• [Instructions for the task]
Using the data below, copy every line that contains the word "list".

____________________

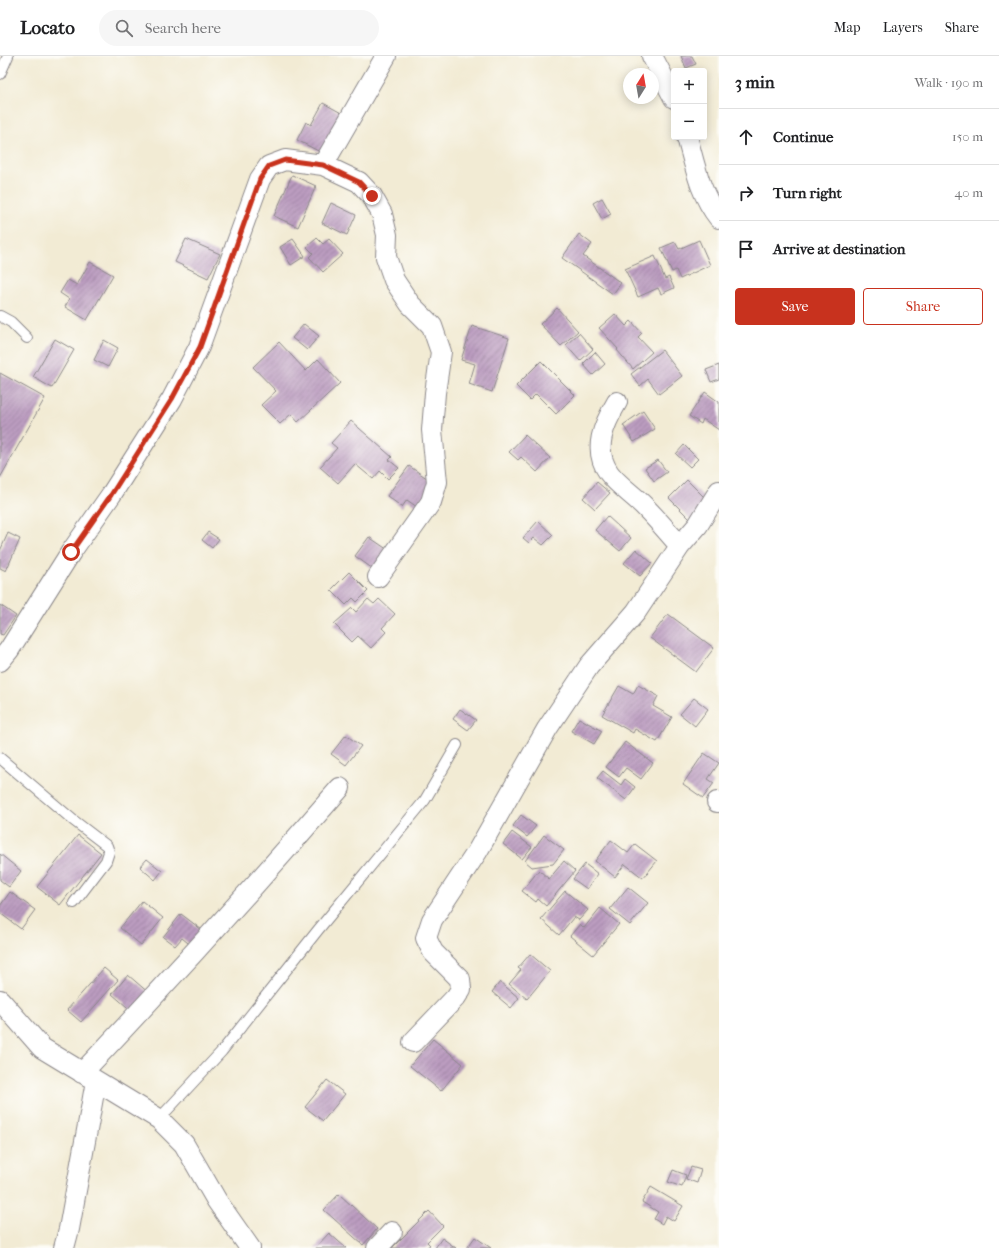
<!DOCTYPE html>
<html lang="en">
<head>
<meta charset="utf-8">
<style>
  :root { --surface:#fff; --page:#f6f6f6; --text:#202124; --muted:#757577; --line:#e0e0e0; --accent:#c8321e }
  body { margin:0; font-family:"IM FELL French Canon",serif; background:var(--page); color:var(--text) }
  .controls { position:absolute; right:12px; top:12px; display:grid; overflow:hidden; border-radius:4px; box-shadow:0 2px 10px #0003 }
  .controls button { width:36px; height:36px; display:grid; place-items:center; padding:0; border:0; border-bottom:1px solid var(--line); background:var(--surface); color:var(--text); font:20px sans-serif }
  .compass { position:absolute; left:623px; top:12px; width:36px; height:36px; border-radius:50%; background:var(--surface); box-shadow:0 2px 10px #0003; rotate:11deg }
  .stop { position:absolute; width:12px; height:12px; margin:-9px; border:3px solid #c8321e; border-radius:50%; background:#fff }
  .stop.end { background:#c8321e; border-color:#fff; box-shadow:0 1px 4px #0008 }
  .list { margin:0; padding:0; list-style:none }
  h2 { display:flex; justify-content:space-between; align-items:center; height:52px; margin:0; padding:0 16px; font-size:17px }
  h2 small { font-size:13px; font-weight:400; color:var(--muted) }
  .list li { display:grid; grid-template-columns:26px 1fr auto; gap:12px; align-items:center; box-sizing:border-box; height:56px; padding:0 16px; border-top:1px solid var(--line) }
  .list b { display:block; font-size:15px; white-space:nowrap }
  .list em { font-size:13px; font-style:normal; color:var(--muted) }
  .actions { display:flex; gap:8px; padding:12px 16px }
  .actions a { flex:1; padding:9px 0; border:1px solid var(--accent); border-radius:4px; text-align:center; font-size:14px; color:var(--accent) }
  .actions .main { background:var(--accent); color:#fff }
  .icon { flex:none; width:22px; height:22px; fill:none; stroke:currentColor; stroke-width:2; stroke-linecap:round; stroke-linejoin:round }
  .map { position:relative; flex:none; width:719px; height:1192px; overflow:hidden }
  header { display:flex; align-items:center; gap:24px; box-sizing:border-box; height:56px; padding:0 20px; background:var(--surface); border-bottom:1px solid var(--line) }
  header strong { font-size:19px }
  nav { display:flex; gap:22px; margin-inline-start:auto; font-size:14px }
  .search { width:280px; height:36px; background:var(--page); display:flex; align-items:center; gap:10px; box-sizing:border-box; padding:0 14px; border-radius:22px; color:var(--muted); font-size:15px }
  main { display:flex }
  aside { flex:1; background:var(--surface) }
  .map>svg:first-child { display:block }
  .building { fill:url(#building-hatch) }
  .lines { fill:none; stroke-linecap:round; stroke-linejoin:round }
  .service-casing { stroke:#8a8688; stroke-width:12 }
  .minor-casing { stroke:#8a8688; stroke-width:22 }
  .service { stroke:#fff; stroke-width:10 }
  .minor { stroke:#fff; stroke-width:20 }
  .route { stroke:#c8321e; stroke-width:5 }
</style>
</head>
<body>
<header>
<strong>Locato</strong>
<div class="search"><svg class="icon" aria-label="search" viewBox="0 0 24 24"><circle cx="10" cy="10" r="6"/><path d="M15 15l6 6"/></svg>Search here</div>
<nav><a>Map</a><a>Layers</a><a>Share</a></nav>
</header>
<main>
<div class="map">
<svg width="719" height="1192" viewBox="0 0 719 1192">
  <defs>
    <pattern id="building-hatch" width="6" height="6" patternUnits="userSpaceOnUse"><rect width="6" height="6" fill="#bb9cc0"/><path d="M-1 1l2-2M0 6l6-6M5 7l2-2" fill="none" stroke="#987f9d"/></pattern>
  </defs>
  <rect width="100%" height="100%" fill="#fdfcf7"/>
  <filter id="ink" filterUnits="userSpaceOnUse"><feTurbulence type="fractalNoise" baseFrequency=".025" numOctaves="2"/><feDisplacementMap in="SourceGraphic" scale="8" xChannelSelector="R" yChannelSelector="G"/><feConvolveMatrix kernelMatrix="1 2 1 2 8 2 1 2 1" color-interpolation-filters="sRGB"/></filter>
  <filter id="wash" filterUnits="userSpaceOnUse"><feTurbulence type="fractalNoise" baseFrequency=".012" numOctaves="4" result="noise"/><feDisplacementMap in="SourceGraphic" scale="16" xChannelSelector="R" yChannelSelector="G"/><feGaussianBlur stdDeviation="0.9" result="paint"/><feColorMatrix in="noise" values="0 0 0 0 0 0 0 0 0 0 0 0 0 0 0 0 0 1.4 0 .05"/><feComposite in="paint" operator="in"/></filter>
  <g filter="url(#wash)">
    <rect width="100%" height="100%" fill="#f2ebd4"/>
    <g id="blocks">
      <path class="building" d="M681,0H692L696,8L686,12Z
        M323,47L345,59L324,98L297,84L306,66L311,69Z
        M292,119L316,130L298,171L274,160Z
        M602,142L611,158L602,163L593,147Z
        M331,147L356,159L347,179L322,167Z
        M579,178L592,188L583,200L621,227L613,238L562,202Z
        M317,182L323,188L329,183L343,198L323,216L309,201L313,197L307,191Z
        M186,183L220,198L208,222L175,206Z
        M293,183L305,200L291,209L280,191Z
        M699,184L710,209L680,223L676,214L672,216L661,192L675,186L679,193Z
        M655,200L665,223L669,221L674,232L661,238L658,232L638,241L625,213Z
        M90,206L113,219L87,264L65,251L69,243L60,237L68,224L77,229Z
        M557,252L578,275L561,290L540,268Z
        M615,258L626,270L631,265L642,277L638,281L652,296L633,313L617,294L618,293L599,272Z
        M304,268L319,280L307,294L292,282Z
        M472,270L509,282L492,336L469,328L475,308L461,304Z
        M579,277L593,293L580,305L566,289Z
        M55,283L74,294L52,332L33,321Z
        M104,284L118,292L108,311L94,304Z
        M279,286L306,315L318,303L340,327L298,366L291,358L280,368L261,349L276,335L253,311Z
        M662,294L682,320L659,338L648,323L640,330L631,318Z
        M595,296L605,308L593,319L583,308Z
        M541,305L575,339L556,358L536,338L530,344L516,330Z
        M719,309V323L711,326L706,314Z
        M0,317L45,342L0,422Z
        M705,336L719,346V374L703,363L701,368L689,360Z
        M643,355L655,373L634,386L623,369Z
        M351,365L392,401L389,404L399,412L388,423L380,415L373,423L355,408L338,427L320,411L337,392L331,387Z
        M525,379L550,402L537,416L521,401L518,404L509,396Z
        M684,389L698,403L690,411L676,398Z
        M658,404L667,416L654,425L645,412Z
        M409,410L434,427L417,451L407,444L402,451L387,440Z
        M687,424L710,447L692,465L669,442Z
        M597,426L610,437L595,453L583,442Z
        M607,460L631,482L620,495L595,474Z
        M538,465L553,479L543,489L534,482L529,487L523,482Z
        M208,476L219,483L212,492L202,484Z
        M8,477L20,483L6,515L0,512V495Z
        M369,481L391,496L373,513L355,500Z
        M636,493L652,507L640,520L624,507Z
        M349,516L368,535L357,546L353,542L346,549L331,534Z
        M368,543L374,548L379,543L395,558L382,572L386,576L371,592L358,580L352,586L334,568L352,552L356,556Z
        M0,549L16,560L3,579L0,578Z
        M668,558L714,592L696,616L650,582Z
        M638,629L658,640L653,650L672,661L657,686L635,673L633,677L602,659L619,630L633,638Z
        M694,642L708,653L695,670L680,658Z
        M460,653L476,664L468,674L453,663Z
        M579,662L602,675L594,688L571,675Z
        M346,679L361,690L346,709L331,698Z
        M625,686L653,707L641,723L626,712L619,721L606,711Z
        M704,697L719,707L708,723L714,727L703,742L683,728Z
        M603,715L621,729L625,723L635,731L626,744L597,722Z
        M521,759L536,770L527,781L513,770Z
        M512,776L532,791L522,803L503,788Z
        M78,779L101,797L60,849L37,831Z
        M544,779L564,794L553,808L532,811L525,805Z
        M611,784L628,797L635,788L657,805L643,822L625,808L615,821L595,805Z
        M0,798L21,815L9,831L0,824Z
        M147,803L162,815L155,824L140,811Z
        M564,805L575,815L546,850L538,843L536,846L522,835L539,814L549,823Z
        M585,808L598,818L587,833L573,823Z
        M628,831L648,847L630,869L610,853Z
        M565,835L588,854L579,864L574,861L559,879L541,863Z
        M10,836L35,854L21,873L0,857V850Z
        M142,845L163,862L141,889L120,872Z
        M600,852L619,868L593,899L570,880L580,868L584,872Z
        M181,858L206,877L194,892L182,882L175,890L163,881Z
        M530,898L550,915L527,943L509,928L521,914L518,912Z
        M104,912L118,924L81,966L67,954Z
        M128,919L150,938L134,957L112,938Z
        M500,926L519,942L511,952L492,936Z
        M433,983L463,1008L441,1035L410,1010Z
        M327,1024L345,1038L323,1065L305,1051Z
        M691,1111L701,1114L697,1127L686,1123Z
        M673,1114L686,1119L682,1131L668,1126Z
        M651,1131L683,1150L674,1165L666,1160L662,1168L654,1163L658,1156L642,1146Z
        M339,1138L377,1173L363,1189L324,1154Z
        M429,1155L443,1170L427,1186L430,1189L426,1192H392Z
        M329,1177L346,1192H315Z
        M475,1181L491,1192H467Z
        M442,1182L456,1192H435Z"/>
    </g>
  </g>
  <g filter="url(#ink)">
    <use href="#blocks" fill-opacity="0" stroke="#8a8688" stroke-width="1"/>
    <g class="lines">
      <defs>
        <path id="service" d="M0,18L8,0
          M0,260L11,266L27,282
          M0,702L73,764L107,790L109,796L106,805L74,847
          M159,1063L222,995L318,874L425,744L457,689"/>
        <path id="minor" d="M652,0L674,42
          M687,81C695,110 700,138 719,162
          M323,109L359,126L372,140L382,158L387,179L386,201L394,224L410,248L432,270L441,296L435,337L432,374L437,426L431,446L378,521
          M617,346C604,368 592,393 609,417C617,428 633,439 643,449C656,462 668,476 680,490
          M0,605L9,594L71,496L111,439L172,343L199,291L260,123L269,110L285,104L323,109L386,0
          M717,746H719
          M0,944L42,992L159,1063L184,1088L217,1145L250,1192
          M413,986L456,941L461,933L460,923L433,896L426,882L432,864L477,796L547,673L589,610L636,556L680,490L698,469L719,435
          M82,1017C170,924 256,829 340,732
          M64,1192L69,1173L96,1025
          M377,1192L392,1176"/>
      </defs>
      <use href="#service" class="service-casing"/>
      <use href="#minor" class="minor-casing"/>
      <use href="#service" class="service"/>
      <use href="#minor" class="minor"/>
    </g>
  </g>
  <g class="lines" filter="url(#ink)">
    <path class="route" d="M71,496L111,439L172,343L200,291L260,123L269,110L285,104L323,109L359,126L372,140"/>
  </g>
</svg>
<div class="controls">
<button>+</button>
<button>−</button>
</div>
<svg class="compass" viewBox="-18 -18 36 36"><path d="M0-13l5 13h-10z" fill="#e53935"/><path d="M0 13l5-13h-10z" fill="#757577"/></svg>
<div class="stop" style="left:71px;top:496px"></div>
<div class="stop end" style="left:372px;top:140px"></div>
</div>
<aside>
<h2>3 min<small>Walk · 190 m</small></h2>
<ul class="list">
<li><svg class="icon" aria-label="ahead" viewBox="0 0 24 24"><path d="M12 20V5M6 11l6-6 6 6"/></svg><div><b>Continue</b></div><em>150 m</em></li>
<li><svg class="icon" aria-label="right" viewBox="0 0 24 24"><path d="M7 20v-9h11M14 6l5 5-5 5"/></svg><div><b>Turn right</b></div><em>40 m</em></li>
<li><svg class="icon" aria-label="arrive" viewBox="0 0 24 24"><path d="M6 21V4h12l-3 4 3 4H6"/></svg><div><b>Arrive at destination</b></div></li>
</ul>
<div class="actions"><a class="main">Save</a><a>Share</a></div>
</aside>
</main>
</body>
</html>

____________________

• [Result for this exercise]
  .list { margin:0; padding:0; list-style:none }
  .list li { display:grid; grid-template-columns:26px 1fr auto; gap:12px; align-items:center; box-sizing:border-box; height:56px; padding:0 16px; border-top:1px solid var(--line) }
  .list b { display:block; font-size:15px; white-space:nowrap }
  .list em { font-size:13px; font-style:normal; color:var(--muted) }
<ul class="list">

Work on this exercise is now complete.